BILAN => 8 fois sur 12 l'adversaire, porté par l'adrénaline ou par son clutch-guy de service, est ainsi parvenu à égaliser en inscrivant le tir à 3pts qu'il fallait mettre, laissant les fans stupéfaits et les commentateurs consternés. 8 sur 12 ! 67% ! à 3pts ! Incroyable. Voilà des pourcentages bien au-delà de la norme à cette distance. Comme vous pouvez le voir, le karma s’est donc chargé pour le moment de bien faire regretter aux coachs leur décision. Pour autant, cela n'a pas eu de trop lourdes conséquences dans les faits, puisque finalement les équipes en question s'en sont souvent sorti par un ultime panier juste après, à l'image de la claquette de Blossomgame à Vitoria. Toujours est-il que 3 équipes ont payé le prix de leur erreur tactique en s'inclinant finalement malgé cet avantage initial de 3pts : le Real, embarqué dans la prolongation fatale par Wilbekin ; l’Olimpia Milano qui s’est lui aussi incliné après une prolongation arrachée par Serge Ibaka ; enfin, l'ASVEL, dont cette situation s'est même répété deux fois contre le Bayern, alors qu'une simple faute aurait ce soir-là comblé les 11 500 spectateurs de la LDLC Arena. (La plaie est encore béante ptn). Ettore Messina, victime de cet oubli contre le Bayern Munich de Sergie Ibaka, a d’ailleurs reconnu cette erreur une fois le match fini :

 

‘’Il n’y a pas eu de malentendu, il fallait commettre une faute. J’ai demandé un temps mort, il y avait des instructions précises, nous ne l’avons pas fait. C’est notre erreur.’’

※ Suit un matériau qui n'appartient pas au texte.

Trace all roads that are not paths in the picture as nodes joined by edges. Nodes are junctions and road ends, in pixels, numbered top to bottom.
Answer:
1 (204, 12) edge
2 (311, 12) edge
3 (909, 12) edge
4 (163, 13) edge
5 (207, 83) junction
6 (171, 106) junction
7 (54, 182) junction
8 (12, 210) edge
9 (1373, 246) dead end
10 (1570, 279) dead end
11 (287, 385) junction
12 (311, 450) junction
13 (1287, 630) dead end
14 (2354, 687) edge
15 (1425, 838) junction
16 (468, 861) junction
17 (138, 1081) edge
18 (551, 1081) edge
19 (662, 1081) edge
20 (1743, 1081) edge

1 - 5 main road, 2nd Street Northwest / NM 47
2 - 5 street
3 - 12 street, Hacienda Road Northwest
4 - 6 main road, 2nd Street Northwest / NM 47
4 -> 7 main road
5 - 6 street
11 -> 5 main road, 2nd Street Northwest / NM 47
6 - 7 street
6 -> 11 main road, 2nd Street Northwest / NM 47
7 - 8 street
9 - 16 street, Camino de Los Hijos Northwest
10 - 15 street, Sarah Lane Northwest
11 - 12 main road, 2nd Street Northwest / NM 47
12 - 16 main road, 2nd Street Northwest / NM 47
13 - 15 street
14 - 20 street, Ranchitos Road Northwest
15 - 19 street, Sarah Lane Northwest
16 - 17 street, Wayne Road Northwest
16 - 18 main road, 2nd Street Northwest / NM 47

(Ettore Messina, en conférence de presse)

 

              Et en effet, alors que son Olimpia menait de 3pts avec un dernier stop à faire, Ettore Messina avait bien pu demandé un temps-mort avant cette dernière possession bavaroise. Nous ne savons pas ce qui a été dit lors de ce temps-mort côté milanais. Toujours est-il que la faute n’a pas été commise, et que Milan est reparti ce soir-là avec la défaite.

 

TENTATIVE D’EXPLICATION

 

Alors c'est sûr, a posteriori, le bilan est sans appel et la bonne décision apparaît comme une évidence : il aurait mieux valu faire la faute. Mais tentons de comprendre ce qu'il peut se passer dans la tête de l'entraîneur à ce moment là ; qu'est-ce qui pousse ces gens à interdire la faute aux joueurs ? Car "ces gens’’, c'est quand-même Zeljko Obradovic, c'est Chus Mateo, c'est Bartzokas, c’est Ataman, Banchi, Messina mais aussi nos deux coachs nationaux Sasa Obradovic et Gianmarco Pozzecco : bref, que des entraîneurs chevronnés sur le circuit européen, pour certains mêmes des légendes. Mais alors, si ces hommes qui connaissent tout de notre sport exhortent leurs troupes à ne pas faire faute, c'est qu'il doit bien y avoir une raison. Tentons aujourd’hui de trouver ces raisons et perçons le mystère. Faisons-nous l'avocat du diable.

 

- Pas le temps !

 

              Le premier facteur explicatif de l’absence de faute est évidemment le fait de ne pas en avoir l’opportunité. En effet, bien qu’ayant la ferme volonté de sabrer son adversaire dès qu’il a le ballon, certaines équipes n’ont tout simplement pas le temps de commettre cette faute salvatrice. C’est sûr que s’il reste 5 secondes ou moins sur l’horloge, on est à peu près sûr que l’adversaire va shooter tout de suite. Mieux vaut donc s’abstenir au risque de donner non pas deux mais trois lancers-francs à l’adversaire. Il en est de même si le shooteur adverse se met directement en position de tir. Cependant, ce cas de figure ne représente que 2 des situations présentées ci-dessus. Il reste donc 10 money-times où l’équipe menant par 3 points d’avance avait réellement pour stratégie de ne pas commettre la faute. Il s’agit donc d’autre chose.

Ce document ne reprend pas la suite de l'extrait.